╭─ EXTRACTED DATA
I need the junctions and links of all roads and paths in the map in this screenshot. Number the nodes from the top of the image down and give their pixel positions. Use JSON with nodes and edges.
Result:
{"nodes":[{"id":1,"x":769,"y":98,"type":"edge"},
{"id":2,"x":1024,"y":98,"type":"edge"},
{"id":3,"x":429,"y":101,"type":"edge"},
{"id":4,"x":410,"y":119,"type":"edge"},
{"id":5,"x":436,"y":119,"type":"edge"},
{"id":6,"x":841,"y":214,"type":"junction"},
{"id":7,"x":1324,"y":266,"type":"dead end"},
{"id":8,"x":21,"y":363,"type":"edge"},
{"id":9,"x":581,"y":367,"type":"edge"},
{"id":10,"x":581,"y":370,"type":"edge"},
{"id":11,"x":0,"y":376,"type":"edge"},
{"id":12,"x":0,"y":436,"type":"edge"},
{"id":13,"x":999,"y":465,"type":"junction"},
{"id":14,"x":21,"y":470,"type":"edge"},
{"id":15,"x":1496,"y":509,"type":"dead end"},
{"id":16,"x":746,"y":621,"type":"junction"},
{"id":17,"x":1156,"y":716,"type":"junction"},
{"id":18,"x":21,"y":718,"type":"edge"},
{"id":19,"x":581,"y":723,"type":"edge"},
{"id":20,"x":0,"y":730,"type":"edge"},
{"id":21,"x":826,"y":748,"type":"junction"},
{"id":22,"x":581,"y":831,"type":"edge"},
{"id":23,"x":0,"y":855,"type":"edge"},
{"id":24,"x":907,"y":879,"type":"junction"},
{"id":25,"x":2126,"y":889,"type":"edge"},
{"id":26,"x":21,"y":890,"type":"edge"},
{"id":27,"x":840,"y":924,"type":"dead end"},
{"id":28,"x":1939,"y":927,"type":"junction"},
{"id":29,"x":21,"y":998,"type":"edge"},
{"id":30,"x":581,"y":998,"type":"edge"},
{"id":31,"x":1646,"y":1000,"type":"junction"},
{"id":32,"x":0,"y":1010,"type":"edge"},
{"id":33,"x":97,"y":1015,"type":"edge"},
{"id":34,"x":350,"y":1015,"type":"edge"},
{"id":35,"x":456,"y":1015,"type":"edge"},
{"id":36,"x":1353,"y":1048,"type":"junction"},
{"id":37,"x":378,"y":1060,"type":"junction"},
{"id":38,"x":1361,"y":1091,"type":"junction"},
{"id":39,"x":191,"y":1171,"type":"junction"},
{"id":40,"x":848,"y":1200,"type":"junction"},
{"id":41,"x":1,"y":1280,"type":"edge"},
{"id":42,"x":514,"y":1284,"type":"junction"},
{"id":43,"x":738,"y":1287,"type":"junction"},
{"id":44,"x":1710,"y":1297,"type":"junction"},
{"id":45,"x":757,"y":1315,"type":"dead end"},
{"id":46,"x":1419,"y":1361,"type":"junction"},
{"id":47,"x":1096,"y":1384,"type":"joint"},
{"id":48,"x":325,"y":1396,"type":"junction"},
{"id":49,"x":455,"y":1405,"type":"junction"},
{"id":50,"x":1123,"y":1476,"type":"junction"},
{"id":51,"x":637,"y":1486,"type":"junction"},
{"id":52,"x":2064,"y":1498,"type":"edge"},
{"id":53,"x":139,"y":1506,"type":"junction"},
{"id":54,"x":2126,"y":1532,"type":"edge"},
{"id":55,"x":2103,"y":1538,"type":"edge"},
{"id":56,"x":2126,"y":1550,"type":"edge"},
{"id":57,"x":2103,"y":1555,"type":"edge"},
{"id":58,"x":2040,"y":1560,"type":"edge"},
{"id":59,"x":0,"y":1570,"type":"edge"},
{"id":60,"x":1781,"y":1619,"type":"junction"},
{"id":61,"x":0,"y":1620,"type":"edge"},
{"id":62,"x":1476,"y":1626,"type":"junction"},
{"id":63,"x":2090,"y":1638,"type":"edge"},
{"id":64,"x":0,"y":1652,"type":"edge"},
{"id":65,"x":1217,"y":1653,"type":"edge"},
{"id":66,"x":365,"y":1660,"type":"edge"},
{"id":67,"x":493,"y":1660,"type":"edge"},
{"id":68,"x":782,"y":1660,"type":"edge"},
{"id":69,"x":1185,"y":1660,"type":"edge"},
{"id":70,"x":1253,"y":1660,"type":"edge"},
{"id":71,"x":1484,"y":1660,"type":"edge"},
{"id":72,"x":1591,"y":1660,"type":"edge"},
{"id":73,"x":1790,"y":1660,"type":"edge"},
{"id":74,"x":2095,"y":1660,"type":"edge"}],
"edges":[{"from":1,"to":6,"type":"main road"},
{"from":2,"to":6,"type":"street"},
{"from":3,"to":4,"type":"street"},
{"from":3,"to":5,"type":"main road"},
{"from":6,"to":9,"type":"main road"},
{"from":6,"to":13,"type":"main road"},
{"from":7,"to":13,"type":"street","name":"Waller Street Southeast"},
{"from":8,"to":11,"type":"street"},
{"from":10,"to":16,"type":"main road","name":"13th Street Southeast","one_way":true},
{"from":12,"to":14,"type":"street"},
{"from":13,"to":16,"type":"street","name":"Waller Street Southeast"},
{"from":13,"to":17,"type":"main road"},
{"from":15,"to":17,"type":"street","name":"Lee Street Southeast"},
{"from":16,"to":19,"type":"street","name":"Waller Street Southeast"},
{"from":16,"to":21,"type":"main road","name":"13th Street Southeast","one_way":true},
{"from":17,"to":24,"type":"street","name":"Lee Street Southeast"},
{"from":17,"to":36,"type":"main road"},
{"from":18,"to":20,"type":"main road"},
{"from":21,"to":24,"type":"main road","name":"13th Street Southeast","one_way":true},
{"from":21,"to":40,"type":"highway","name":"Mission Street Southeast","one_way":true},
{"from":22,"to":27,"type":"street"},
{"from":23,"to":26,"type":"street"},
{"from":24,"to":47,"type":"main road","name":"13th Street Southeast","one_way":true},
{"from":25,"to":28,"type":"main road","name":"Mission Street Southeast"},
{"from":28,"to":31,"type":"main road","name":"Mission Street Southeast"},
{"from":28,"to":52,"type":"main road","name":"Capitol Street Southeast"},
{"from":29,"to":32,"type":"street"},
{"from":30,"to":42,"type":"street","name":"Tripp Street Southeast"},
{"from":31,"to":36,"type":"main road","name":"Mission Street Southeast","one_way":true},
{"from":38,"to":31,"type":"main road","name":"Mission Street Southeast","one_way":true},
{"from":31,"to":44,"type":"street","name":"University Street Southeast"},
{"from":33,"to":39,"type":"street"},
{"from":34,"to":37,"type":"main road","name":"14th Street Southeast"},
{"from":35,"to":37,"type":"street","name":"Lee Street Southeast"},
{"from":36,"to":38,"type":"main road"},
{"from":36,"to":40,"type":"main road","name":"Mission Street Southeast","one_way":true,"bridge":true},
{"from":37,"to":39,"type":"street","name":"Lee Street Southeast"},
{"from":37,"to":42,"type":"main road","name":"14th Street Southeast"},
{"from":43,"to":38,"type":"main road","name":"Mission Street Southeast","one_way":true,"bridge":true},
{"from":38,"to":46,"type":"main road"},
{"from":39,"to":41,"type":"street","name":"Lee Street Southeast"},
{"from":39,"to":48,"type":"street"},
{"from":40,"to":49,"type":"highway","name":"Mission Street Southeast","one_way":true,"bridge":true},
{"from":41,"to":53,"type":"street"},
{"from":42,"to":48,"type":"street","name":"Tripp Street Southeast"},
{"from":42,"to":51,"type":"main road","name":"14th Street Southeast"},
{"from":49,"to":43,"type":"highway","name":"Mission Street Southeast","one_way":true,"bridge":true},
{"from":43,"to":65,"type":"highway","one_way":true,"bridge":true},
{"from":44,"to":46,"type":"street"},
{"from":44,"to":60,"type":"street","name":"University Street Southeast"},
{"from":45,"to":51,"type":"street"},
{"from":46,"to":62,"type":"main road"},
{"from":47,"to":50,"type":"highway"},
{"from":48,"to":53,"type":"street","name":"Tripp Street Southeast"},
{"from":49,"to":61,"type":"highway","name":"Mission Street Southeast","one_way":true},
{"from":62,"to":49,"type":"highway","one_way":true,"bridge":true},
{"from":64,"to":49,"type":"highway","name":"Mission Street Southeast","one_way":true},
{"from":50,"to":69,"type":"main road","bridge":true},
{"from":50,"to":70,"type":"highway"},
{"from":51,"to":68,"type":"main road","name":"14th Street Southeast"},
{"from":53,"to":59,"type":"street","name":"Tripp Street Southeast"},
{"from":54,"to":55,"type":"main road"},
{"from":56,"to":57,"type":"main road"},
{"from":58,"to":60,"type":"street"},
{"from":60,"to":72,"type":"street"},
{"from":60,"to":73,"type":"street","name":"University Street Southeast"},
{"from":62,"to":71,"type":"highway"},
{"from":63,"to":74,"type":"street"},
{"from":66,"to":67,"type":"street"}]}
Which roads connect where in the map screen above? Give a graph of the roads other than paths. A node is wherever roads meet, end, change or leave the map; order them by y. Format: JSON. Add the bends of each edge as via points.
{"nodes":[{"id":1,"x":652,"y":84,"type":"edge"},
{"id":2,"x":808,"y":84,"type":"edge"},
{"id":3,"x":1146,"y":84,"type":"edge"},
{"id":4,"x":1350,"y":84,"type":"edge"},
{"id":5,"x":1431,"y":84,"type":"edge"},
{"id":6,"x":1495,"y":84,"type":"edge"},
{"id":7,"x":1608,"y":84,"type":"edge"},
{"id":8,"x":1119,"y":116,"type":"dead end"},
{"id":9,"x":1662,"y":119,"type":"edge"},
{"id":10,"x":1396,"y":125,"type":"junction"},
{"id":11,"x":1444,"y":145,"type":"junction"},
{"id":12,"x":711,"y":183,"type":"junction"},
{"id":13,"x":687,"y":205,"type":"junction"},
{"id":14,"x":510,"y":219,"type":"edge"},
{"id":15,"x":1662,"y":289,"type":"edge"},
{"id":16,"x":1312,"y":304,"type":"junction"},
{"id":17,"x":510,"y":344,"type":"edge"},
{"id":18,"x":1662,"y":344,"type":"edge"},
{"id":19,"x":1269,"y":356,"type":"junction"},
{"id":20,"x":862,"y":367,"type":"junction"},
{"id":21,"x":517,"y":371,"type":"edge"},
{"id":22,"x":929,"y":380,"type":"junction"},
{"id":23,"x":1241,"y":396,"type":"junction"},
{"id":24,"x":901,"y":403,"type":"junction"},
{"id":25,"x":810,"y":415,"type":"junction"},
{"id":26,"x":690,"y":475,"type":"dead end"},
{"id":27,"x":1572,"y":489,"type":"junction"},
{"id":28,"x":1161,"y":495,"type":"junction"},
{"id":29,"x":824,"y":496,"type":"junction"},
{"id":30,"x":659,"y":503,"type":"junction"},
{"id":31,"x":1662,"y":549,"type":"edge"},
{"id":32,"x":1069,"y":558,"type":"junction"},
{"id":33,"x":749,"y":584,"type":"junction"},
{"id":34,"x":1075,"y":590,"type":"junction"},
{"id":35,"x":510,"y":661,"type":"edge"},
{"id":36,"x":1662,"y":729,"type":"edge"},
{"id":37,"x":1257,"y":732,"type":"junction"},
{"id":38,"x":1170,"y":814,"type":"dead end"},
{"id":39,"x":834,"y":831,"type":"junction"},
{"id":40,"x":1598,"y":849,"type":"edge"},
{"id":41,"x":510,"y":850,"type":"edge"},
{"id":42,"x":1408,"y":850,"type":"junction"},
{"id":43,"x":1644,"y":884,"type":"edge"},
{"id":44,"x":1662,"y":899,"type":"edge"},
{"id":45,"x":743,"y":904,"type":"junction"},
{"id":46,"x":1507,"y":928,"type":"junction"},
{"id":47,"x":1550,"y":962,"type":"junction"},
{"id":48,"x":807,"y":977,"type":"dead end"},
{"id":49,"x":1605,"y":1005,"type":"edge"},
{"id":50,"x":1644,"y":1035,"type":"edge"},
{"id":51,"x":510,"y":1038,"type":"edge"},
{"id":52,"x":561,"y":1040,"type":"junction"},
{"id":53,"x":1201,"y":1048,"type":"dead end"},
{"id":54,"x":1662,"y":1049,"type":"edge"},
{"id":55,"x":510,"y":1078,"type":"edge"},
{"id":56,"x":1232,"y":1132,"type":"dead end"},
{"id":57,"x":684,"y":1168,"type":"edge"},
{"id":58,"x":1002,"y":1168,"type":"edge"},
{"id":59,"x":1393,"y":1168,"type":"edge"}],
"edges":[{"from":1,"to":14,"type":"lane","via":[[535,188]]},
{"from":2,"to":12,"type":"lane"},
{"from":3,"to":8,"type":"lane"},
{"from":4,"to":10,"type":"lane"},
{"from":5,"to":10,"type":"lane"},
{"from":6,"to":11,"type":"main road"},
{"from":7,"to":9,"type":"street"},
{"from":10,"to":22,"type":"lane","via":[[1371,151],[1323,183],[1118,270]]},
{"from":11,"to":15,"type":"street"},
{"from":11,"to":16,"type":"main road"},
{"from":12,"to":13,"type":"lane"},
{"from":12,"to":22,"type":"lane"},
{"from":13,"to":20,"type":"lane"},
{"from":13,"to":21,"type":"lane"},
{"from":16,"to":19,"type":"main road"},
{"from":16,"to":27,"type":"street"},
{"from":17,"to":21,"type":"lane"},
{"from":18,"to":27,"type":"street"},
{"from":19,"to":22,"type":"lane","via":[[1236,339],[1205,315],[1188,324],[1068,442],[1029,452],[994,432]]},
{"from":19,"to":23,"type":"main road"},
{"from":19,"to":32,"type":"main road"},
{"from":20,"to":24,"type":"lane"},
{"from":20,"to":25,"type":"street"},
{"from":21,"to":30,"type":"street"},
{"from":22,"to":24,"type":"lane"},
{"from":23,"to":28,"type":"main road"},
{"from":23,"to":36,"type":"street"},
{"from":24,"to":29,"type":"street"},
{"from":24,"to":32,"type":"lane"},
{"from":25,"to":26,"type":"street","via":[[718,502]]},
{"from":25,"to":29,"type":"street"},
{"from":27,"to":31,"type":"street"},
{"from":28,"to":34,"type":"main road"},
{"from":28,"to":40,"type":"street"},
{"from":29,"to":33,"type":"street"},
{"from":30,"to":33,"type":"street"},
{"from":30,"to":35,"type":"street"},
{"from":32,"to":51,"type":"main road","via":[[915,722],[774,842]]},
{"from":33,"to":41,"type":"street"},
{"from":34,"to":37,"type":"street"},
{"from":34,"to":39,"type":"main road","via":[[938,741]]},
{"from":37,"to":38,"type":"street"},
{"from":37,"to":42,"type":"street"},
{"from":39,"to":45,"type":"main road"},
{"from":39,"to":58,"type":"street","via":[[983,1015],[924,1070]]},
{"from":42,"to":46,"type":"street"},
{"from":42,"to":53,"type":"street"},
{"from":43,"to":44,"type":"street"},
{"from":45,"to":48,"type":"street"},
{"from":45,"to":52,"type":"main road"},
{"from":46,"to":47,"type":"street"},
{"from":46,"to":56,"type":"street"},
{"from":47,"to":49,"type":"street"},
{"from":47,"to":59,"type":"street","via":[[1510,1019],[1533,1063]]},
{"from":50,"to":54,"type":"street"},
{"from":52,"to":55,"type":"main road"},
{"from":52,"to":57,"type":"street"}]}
╰─
For every line above that has "nodes" in it, copy the line.

» RESULT FOR THIS EXERCISE
I need the junctions and links of all roads and paths in the map in this screenshot. Number the nodes from the top of the image down and give their pixel positions. Use JSON with nodes and edges.
{"nodes":[{"id":1,"x":769,"y":98,"type":"edge"},
{"nodes":[{"id":1,"x":652,"y":84,"type":"edge"},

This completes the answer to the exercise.